Bir onurdur Filistin, Bir davadır Filistin, bir namustur Filistin, İslam’ın tek temsilcisidir Filistin.
Filistin, uzun yıllardır Siyonizm’in baskısı altında ezilmesine rağmen, elinde savaşacak tek bir mermisi olmamasına rağmen her daim İsrail’e karşı direnmiş ve binlerce şehit vermiştir. Tüm bunlara rağmen Filistin Halkı yaşadıkları toprakları terk etmeyi asla düşünmemiştir. Çoğu zaman üzerlerine düşen bombalara karşı vücutlarını siper etmişlerdir ama yine de topraklarını terk etmemişlerdir. Çünkü Kudüs İslam demektir. Onlar sadece toprakları için değil İslam için de direniyorlar. Onlar ümmet adına direniş gösterirken, ümmet ise bu duruma karşı kayıtsız kalmıştır. Tüm küfür devletler birleşip Filistin’e savaş açtıklarında sözde Müslüman ülkeler bu duruma seyirci kalıp, tabiri caiz ise 3 maymunu oynamaya başlamışlardır. Filistinli Müslümanlar ne bir kefere devletten ne de bir Müslüman devletten bir şey beklememiş, yalnızca Allah’a sığınmıştır.

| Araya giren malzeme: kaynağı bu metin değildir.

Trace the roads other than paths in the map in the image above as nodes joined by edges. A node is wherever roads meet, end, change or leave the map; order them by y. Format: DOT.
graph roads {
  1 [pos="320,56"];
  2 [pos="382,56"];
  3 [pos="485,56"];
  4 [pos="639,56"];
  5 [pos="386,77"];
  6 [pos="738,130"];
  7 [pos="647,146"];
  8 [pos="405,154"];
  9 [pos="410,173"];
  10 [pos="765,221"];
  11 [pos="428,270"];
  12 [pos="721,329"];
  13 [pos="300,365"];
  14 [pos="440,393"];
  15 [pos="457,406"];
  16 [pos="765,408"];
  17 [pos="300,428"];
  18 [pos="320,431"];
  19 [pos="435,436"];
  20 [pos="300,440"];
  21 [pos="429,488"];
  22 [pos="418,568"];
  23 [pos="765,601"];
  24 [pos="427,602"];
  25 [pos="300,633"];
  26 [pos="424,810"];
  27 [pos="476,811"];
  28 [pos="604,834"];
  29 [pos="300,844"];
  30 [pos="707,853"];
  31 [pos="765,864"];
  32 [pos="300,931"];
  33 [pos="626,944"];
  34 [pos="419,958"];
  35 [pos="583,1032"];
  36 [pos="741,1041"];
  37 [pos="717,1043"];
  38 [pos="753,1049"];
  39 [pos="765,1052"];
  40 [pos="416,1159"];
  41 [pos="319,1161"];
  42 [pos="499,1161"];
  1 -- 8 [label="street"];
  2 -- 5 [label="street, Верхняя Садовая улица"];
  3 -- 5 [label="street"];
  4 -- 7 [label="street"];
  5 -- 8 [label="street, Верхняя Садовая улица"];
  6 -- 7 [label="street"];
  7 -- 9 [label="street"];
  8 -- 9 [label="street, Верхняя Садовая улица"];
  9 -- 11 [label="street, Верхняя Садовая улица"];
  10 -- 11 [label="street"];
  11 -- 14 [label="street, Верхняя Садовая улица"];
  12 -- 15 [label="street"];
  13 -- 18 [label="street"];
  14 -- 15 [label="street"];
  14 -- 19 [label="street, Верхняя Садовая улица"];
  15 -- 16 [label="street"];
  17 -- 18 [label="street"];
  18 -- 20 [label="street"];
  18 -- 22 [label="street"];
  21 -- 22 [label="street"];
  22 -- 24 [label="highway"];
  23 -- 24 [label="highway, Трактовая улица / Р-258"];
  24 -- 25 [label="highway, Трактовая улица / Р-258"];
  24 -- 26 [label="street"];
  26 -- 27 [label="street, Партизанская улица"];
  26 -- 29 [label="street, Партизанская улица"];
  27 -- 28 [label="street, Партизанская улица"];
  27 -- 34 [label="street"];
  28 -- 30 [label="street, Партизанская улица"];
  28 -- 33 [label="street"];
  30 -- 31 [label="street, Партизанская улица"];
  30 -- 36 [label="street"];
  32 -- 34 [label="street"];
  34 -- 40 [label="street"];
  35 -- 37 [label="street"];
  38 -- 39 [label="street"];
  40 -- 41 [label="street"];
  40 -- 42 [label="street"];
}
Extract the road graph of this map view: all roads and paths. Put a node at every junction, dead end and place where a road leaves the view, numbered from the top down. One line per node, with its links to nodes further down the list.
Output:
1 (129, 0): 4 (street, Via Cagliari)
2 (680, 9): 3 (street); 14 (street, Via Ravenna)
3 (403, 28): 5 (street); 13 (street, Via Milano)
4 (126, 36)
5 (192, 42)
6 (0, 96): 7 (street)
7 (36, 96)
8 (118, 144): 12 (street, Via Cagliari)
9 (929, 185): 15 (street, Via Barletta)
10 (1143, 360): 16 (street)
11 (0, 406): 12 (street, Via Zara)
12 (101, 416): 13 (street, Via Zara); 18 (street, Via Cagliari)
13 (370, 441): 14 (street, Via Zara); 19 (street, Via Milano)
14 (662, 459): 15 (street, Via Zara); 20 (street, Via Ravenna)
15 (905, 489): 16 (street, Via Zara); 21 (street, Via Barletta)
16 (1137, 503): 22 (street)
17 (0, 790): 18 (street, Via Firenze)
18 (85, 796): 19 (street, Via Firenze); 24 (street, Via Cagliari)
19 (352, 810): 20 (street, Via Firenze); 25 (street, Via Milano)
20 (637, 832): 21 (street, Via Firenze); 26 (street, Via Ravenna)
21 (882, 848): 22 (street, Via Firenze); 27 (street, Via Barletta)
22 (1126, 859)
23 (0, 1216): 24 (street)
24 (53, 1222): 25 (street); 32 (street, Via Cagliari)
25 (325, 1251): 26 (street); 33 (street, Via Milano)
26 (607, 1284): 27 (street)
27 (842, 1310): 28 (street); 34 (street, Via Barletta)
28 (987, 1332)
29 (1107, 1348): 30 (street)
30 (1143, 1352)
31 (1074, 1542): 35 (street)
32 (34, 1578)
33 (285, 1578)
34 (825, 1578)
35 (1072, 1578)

Göstermiş oldukları iman ve azimle adeta şöyle diyorlar: “Yılmayacağız, savaşacağız, gerekirse yeryüzünü yatak, gökyüzünü yorgan yaparız. Yağmuru su, çamuru aş yaparız. Taşları silah, bedenimizi kalkan yaparız ama gene de Filistin’i Yahudi’ye teslim etmeyiz.” İşte gerçek Müslüman zihniyeti budur. Gerçek Müslüman budur. İslam böyle temsil edilir.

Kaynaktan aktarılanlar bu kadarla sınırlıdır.